» **Available data**
++++++++++
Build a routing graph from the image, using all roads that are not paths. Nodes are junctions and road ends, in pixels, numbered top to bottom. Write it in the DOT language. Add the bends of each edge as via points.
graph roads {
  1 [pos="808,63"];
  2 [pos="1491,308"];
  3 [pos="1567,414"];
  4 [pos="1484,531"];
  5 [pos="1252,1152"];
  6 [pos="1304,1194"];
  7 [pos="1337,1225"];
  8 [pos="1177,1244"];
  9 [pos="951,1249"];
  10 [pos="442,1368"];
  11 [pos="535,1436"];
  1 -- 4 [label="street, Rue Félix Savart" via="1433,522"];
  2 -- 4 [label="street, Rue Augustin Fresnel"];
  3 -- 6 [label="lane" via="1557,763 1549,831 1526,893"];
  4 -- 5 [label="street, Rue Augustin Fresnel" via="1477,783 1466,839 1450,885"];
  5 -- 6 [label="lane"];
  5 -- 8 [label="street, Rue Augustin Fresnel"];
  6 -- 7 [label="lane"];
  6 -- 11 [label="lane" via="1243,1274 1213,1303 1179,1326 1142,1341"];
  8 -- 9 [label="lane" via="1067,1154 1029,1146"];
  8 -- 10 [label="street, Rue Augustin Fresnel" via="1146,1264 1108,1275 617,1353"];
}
++++++++++
Whatever appears in the data above must be copied word for word.

Build a routing graph from the image, using all roads that are not paths. Nodes are junctions and road ends, in pixels, numbered top to bottom. Write it in the DOT language. Add the bends of each edge as via points.
graph roads {
  1 [pos="808,63"];
  2 [pos="1491,308"];
  3 [pos="1567,414"];
  4 [pos="1484,531"];
  5 [pos="1252,1152"];
  6 [pos="1304,1194"];
  7 [pos="1337,1225"];
  8 [pos="1177,1244"];
  9 [pos="951,1249"];
  10 [pos="442,1368"];
  11 [pos="535,1436"];
  1 -- 4 [label="street, Rue Félix Savart" via="1433,522"];
  2 -- 4 [label="street, Rue Augustin Fresnel"];
  3 -- 6 [label="lane" via="1557,763 1549,831 1526,893"];
  4 -- 5 [label="street, Rue Augustin Fresnel" via="1477,783 1466,839 1450,885"];
  5 -- 6 [label="lane"];
  5 -- 8 [label="street, Rue Augustin Fresnel"];
  6 -- 7 [label="lane"];
  6 -- 11 [label="lane" via="1243,1274 1213,1303 1179,1326 1142,1341"];
  8 -- 9 [label="lane" via="1067,1154 1029,1146"];
  8 -- 10 [label="street, Rue Augustin Fresnel" via="1146,1264 1108,1275 617,1353"];
}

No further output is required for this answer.